+++ Material supplied +++

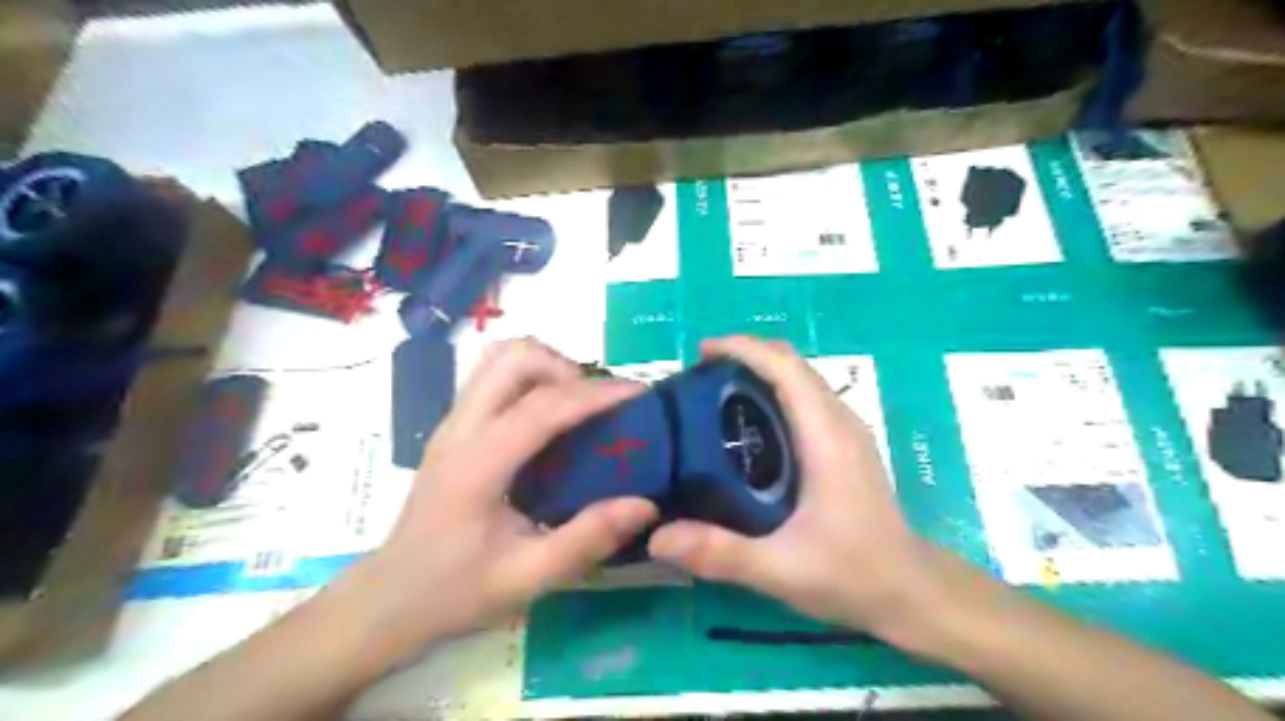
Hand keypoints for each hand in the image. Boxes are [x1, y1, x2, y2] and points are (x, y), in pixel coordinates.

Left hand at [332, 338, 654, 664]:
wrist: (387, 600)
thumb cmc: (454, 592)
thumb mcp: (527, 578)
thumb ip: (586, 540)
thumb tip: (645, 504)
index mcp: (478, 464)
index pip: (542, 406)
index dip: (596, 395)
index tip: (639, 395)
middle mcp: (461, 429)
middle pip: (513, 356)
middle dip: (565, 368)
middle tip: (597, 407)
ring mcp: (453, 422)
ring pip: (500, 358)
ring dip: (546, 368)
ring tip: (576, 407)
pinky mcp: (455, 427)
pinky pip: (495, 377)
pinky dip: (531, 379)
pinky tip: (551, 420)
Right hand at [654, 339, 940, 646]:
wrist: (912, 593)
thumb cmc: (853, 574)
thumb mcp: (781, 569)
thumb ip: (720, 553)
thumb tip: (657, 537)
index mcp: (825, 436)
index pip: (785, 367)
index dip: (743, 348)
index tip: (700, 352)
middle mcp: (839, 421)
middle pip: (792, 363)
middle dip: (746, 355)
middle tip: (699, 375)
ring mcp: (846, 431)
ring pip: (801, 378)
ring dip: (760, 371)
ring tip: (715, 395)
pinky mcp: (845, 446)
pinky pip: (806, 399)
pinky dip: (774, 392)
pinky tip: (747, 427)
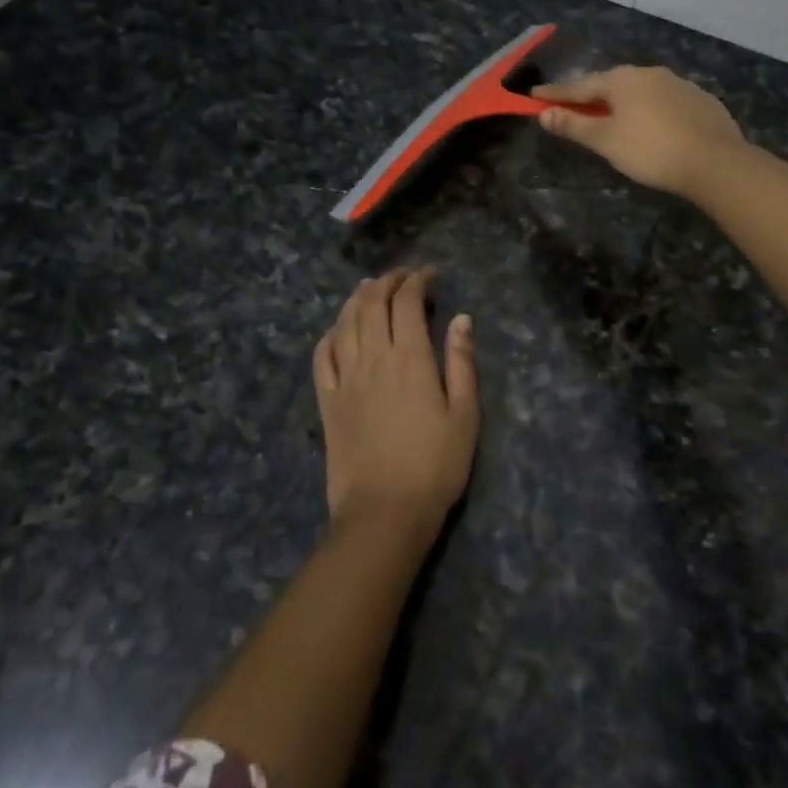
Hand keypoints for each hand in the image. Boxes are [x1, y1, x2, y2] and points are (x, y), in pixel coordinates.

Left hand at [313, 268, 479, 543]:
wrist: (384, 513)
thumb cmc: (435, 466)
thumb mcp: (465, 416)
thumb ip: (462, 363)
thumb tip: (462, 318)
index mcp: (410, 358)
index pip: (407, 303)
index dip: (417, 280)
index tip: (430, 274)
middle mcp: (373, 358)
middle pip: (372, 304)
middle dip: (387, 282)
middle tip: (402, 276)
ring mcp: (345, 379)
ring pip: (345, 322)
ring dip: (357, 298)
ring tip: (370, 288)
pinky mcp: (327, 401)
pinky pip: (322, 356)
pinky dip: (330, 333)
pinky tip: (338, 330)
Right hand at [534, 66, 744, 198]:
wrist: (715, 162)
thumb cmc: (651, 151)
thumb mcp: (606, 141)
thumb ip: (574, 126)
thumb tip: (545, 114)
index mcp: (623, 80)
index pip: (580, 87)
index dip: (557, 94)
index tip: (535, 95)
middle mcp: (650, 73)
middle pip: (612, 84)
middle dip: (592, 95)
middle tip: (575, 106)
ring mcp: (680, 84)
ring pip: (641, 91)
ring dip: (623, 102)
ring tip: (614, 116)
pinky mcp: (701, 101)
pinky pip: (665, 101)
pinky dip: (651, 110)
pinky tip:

+++

Your objective:
Give the entries above again in full and exactly, but not the pictures.

Answer space:
Hand keypoints for each hand in the image. Boxes are [x1, y1, x2, y2] and points are (x, y), in pixel coordinates.

Left hand at [332, 338, 654, 664]:
wrist: (387, 600)
thumb cmc: (454, 592)
thumb mcp: (527, 578)
thumb ip: (586, 540)
thumb tip: (645, 504)
index mcp: (478, 464)
index pip: (542, 406)
index dip: (596, 395)
index tip: (639, 395)
middle mcp: (461, 429)
middle pip: (513, 356)
middle dip: (565, 368)
middle tip: (597, 407)
ring mcp: (453, 422)
ring pip: (500, 358)
ring dip: (546, 368)
ring tip: (576, 407)
pinky mcp: (455, 427)
pinky pip: (495, 377)
pinky dip: (531, 379)
pinky tip: (551, 420)
Right hand at [654, 339, 940, 646]:
wrist: (912, 593)
thumb cmc: (853, 574)
thumb mcp: (781, 569)
thumb ip: (720, 553)
thumb tip: (657, 537)
index mcp: (825, 436)
index pip: (785, 367)
index dip: (743, 348)
index tip: (700, 352)
middle mcp: (839, 421)
middle pip: (792, 363)
middle dip: (746, 355)
middle tip: (699, 375)
ring mcp: (846, 431)
ring pip: (801, 378)
ring dip: (760, 371)
ring tip: (715, 395)
pinky mcp: (845, 446)
pinky pip: (806, 399)
pinky dip: (774, 392)
pinky tip: (747, 427)
Hand keypoints for each hand in the image. Boxes are [x1, y1, x2, y2] and points are (x, y), in pixel coordinates.

Left hand at [313, 268, 479, 543]:
wrist: (384, 513)
thumb cmc: (435, 466)
thumb mcp: (465, 416)
thumb ip: (462, 363)
thumb tip: (462, 318)
index mcp: (410, 358)
index pip: (407, 303)
index dip: (417, 280)
index tip: (430, 274)
middle mcp: (373, 358)
middle pip: (372, 304)
middle dip: (387, 282)
middle tip: (402, 276)
ring mcp: (345, 379)
ring pip: (345, 322)
ring dip: (357, 298)
ring tip: (370, 288)
pinky mcp: (327, 401)
pinky pip: (322, 356)
pinky dip: (330, 333)
pinky tip: (338, 330)
Right hand at [534, 66, 744, 198]:
wrist: (715, 162)
thumb cmc: (651, 151)
thumb mcp: (606, 141)
thumb ip: (574, 126)
thumb tip: (545, 114)
index mcp: (623, 80)
index pip: (580, 87)
index dip: (557, 94)
index tip: (535, 95)
middle mcp: (650, 73)
middle pip: (612, 84)
middle dip: (592, 95)
middle tip: (575, 106)
ring mcp: (680, 84)
ring pip: (641, 91)
ring dip: (623, 102)
ring tip: (614, 116)
pinky mcp: (701, 101)
pinky pip: (665, 101)
pinky dip: (651, 110)
pinky tip:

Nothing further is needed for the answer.